(OE) DNV said Monday it was launching the second phase of H2Pipe, a joint industry project (JIP) aiming to develop a new code for the design, re-qualification, construction, and operation of offshore pipelines to transport hydrogen—either pure or blended with natural gas.
DNV’s Hydrogen Forecast to 2050 anticipates that over 50% of hydrogen pipelines globally (and as much as 80% in some regions) will be repurposed from existing natural gas pipeline networks, as it is expected to cost less than 35% of new builds.
“A large-scale deployment of hydrogen transport through pipelines requires the best possible balance between safety and cost-effectiveness. It is essential to develop more accurate, reliable, and possibly less conservative code requirements for the optimal design of newbuilt pipelines and the assessment of the requalification of existing infrastructure, as well as a better understanding of the real design limitations, ” DNV said.
DNV said that industry players were exploring ways of transporting hydrogen as an additive or replacement for natural gas, but “currently, offshore pipeline codes insufficiently cover the transport of hydrogen or hydrogen blends by offshore pipelines.”
The DNV standard for subsea pipeline systems (DNV-ST-F101) includes hydrogen as a listed transport product, but additional considerations are required to meet the target safety level for an increased use of hydrogen.
A special concern in this respect, according to DNV, is the potential detrimental influence of hydrogen on resistance to cracking in carbon steels.
To support the uptake of hydrogen as an energy carrier, it is imperative to update the standard, to reach design and material requirements that do not compromise pipeline integrity and safety, DNV said.
To address these challenges, DNV started the first phase of H2Pipe in 2021: an initial test program looking into potential degradation of steel pipe mechanical properties was carried out to fill gaps in existing knowledge and to explore various test parameters as a preparation and narrow down the number of variables for the main test program planned for Phase 2.
The first revision of the guideline was delivered to participants the same year. The guideline is currently at a high level, and more work is needed to develop more specific acceptance criteria.

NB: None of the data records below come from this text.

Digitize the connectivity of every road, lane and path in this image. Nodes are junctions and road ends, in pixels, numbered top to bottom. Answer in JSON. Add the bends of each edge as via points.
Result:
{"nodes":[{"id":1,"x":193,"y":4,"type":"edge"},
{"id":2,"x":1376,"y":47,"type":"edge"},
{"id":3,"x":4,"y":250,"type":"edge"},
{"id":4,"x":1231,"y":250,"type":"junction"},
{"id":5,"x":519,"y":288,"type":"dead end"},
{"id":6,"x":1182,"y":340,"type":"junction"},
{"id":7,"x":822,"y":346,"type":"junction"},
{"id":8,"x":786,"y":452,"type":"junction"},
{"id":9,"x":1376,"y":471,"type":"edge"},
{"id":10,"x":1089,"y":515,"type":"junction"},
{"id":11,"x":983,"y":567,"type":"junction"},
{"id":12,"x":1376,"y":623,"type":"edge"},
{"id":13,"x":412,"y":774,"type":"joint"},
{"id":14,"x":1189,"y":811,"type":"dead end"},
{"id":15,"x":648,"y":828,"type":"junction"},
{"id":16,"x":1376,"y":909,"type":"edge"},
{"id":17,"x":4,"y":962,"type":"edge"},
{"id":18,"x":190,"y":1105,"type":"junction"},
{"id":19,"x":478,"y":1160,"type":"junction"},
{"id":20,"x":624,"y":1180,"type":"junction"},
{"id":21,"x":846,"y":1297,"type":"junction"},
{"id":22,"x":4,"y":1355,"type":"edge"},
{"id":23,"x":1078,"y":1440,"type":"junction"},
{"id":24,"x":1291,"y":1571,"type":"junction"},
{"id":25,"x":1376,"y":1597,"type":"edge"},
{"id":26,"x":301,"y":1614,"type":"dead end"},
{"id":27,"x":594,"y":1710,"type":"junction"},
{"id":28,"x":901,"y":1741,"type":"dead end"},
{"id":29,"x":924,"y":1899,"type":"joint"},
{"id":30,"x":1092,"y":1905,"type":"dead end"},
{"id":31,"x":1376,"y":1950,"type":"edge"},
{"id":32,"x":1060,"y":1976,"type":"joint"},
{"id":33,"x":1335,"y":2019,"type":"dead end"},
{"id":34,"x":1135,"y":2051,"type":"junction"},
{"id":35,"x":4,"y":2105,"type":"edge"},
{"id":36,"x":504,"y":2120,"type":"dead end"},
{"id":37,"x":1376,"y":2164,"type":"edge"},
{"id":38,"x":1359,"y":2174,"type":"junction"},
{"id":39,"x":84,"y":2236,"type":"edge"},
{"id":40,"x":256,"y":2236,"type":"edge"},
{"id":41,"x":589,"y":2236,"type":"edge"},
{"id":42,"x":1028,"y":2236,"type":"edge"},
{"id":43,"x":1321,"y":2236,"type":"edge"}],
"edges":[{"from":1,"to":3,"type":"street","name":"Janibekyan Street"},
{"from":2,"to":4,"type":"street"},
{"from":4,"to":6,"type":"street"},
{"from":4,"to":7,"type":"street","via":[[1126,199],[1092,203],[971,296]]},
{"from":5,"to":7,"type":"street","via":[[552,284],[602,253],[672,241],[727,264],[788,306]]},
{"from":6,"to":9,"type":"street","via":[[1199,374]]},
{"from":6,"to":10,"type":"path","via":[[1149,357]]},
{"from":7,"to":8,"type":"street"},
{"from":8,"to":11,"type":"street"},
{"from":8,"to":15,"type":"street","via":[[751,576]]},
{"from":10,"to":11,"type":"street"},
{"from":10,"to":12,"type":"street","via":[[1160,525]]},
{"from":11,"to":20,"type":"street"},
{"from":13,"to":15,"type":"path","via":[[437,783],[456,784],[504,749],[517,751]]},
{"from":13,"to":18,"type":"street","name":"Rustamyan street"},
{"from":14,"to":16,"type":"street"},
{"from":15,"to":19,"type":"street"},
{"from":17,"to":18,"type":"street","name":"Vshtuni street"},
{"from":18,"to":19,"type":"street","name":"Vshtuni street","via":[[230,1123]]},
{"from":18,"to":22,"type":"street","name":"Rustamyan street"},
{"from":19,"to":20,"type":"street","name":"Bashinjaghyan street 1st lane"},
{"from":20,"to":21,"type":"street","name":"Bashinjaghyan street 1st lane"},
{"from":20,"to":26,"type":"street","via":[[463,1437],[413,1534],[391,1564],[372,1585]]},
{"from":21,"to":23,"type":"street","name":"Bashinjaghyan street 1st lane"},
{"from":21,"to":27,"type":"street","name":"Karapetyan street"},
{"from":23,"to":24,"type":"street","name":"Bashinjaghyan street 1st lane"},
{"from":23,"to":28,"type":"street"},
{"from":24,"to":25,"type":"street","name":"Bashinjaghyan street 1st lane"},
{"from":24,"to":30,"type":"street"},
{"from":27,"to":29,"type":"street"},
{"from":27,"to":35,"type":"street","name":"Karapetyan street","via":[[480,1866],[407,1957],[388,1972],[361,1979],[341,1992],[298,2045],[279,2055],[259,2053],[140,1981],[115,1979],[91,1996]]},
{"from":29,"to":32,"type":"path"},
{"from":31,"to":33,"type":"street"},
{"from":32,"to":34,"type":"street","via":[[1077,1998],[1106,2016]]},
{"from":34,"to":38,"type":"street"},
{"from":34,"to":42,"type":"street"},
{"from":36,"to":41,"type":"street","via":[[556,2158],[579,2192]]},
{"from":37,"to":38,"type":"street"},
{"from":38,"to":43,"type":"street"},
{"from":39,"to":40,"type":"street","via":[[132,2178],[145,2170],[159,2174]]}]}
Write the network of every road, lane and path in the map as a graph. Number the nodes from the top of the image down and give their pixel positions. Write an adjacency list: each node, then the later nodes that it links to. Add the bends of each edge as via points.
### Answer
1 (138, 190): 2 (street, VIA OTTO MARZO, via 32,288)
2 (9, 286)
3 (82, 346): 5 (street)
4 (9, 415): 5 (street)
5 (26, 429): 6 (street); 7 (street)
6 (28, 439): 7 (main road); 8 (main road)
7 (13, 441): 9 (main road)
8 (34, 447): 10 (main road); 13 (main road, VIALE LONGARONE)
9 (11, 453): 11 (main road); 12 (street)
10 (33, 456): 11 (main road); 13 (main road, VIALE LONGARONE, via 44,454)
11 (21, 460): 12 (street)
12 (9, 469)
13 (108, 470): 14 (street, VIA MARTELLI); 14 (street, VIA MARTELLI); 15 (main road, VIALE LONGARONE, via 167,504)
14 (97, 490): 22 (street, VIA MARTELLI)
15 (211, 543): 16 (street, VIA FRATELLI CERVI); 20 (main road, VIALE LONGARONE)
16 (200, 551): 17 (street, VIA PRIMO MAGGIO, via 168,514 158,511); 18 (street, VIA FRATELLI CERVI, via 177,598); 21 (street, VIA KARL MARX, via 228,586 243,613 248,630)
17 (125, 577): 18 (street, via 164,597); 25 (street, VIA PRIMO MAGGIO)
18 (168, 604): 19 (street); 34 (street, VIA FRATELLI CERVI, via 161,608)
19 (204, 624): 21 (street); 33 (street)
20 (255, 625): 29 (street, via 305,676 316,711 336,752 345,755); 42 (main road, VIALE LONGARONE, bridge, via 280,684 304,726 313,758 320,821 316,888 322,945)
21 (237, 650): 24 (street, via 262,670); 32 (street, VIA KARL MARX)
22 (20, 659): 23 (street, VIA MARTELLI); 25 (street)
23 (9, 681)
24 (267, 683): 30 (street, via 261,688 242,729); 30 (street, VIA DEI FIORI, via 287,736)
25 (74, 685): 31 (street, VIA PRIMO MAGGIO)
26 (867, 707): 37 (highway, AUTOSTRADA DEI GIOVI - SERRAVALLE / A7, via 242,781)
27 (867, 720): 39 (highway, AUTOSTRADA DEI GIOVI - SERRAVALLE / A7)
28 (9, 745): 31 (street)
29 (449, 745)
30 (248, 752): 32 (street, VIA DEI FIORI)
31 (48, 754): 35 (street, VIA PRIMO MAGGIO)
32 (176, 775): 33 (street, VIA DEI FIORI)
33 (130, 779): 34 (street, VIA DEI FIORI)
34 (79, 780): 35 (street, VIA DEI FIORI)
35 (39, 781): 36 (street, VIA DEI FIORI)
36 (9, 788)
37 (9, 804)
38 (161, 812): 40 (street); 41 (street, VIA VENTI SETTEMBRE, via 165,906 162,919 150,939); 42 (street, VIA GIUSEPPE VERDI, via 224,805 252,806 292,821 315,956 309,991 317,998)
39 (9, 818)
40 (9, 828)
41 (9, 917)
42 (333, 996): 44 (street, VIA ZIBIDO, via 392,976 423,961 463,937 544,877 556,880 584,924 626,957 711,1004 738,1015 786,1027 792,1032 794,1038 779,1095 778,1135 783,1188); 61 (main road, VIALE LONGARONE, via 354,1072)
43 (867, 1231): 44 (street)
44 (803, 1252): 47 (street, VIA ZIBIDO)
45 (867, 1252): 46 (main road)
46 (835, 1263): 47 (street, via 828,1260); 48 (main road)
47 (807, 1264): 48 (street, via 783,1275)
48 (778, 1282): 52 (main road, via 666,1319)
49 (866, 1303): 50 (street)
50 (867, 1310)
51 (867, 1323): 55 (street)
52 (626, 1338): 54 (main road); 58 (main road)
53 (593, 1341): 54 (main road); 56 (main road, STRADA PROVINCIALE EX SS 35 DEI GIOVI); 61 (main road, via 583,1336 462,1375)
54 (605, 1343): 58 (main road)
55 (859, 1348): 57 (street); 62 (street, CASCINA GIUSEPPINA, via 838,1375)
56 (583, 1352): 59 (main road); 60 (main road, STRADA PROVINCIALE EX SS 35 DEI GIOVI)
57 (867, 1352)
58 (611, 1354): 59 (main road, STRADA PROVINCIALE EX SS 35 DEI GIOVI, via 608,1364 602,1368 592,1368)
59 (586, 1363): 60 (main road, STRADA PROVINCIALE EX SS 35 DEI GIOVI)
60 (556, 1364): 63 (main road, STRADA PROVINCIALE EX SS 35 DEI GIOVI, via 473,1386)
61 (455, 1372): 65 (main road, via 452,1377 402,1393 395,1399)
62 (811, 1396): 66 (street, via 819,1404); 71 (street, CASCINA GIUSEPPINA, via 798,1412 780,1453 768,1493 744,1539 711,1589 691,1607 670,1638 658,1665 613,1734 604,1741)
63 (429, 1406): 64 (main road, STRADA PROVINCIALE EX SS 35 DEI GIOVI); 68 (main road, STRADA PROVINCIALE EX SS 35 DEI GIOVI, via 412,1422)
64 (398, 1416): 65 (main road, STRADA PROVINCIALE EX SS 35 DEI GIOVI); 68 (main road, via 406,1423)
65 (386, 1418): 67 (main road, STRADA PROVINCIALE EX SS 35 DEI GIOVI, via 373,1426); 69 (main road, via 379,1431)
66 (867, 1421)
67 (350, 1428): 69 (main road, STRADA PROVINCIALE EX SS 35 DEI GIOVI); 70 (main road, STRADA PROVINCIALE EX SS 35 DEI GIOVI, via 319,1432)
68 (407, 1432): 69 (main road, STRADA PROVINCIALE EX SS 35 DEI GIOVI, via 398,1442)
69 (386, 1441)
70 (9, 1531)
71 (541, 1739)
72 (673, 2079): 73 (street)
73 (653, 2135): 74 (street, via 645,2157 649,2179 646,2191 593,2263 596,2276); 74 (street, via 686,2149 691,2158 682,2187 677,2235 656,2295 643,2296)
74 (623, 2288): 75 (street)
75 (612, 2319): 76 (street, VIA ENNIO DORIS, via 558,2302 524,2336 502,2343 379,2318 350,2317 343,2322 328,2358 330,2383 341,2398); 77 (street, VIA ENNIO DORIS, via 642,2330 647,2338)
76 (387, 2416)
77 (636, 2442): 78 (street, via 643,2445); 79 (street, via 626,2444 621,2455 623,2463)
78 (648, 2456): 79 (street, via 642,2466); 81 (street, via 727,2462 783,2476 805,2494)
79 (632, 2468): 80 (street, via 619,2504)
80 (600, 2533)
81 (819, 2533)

Prajeev Rasiah, Regional Director, Northern Europe, Energy Systems, DNV said: “DNV is committed to the energy transition and plays an active role in supporting its customers removing risks around the implementation of clean energy solutions like hydrogen. We invest in initiatives such as the FutureGrid Project at our Spadeadam Test Facility in the UK, for the purpose of understanding how a gas transmission network will need to be developed and operated, to deliver sufficient quantities of hydrogen safely. This JIP for offshore pipelines is another contribution in the move to decarbonize the energy system, and to ensure an efficient and safe hydrogen infrastructure.”
According to DNV, Phase 2 of H2Pipe is planned to start in late March 2023 and is open for more partners to join. it will last two years. It will consist of a comprehensive experimental test program to enhance the understanding of the governing hydrogen embrittlement mechanisms and how hydrogen affects the integrity of the line pipe material.
In addition to the experimental test campaign, Phase 2 will also include tasks such as a feasibility level design of offshore hydrogen pipelines and a risk assessment study to look at safety aspects of offshore hydrogen pipelines.
The primary outcome of Phase 2 of the JIP is expected to be a detailed guideline offering specific guidance for use in design and re-purposing of offshore pipelines for hydrogen transport.
“The results from this JIP will allow us and our partners to further develop the guideline to a level where it can offer direct and detailed support in the design and re-qualification of offshore hydrogen pipelines. With real design limitations, industry players will be able to design – or repurpose – pipeline systems fit for the safe transportation of hydrogen, and to implement adequate mitigation measures if necessary,” said, Jan Fredrik Helgaker, Senior Engineer and JIP Lead, Energy Systems at DNV.
Although less efficient as an energy carrier than electricity, hydrogen is used as a form of chemical energy storage, which helps balance out the variability in power generation from intermittent renewable sources like wind and solar PV, DNV said.
“Energy storage is required to manage demand and supply dynamics to prevent grid stress, and is essential in reducing dependence on fossil fuels. Hydrogen, in particular, is desperately needed as a low-carbon energy carrier in hard-to-abate sectors (difficult or impossible to electrify), like aviation, shipping, and high-heat industrial processes. In some countries, like the UK, hydrogen can also be delivered to end users by the existing gas distribution networks at a lower cost than a wholesale switch to electricity. Hence, low-carbon hydrogen is expected to play a significant role in decarbonizing many industries to mitigate climate change,” DNV said.
DNV’s 2022 Hydrogen Forecast to 2050 finds that to reach Paris Agreement targets, hydrogen would need to meet around 15% of the world’s energy demand by mid-century. Global spending on producing hydrogen for energy purposes from now until 2050 will be USD 6.8trn, with an additional USD 180bn spent on hydrogen pipelines and USD 530bn on building and operating ammonia terminals, DNV said.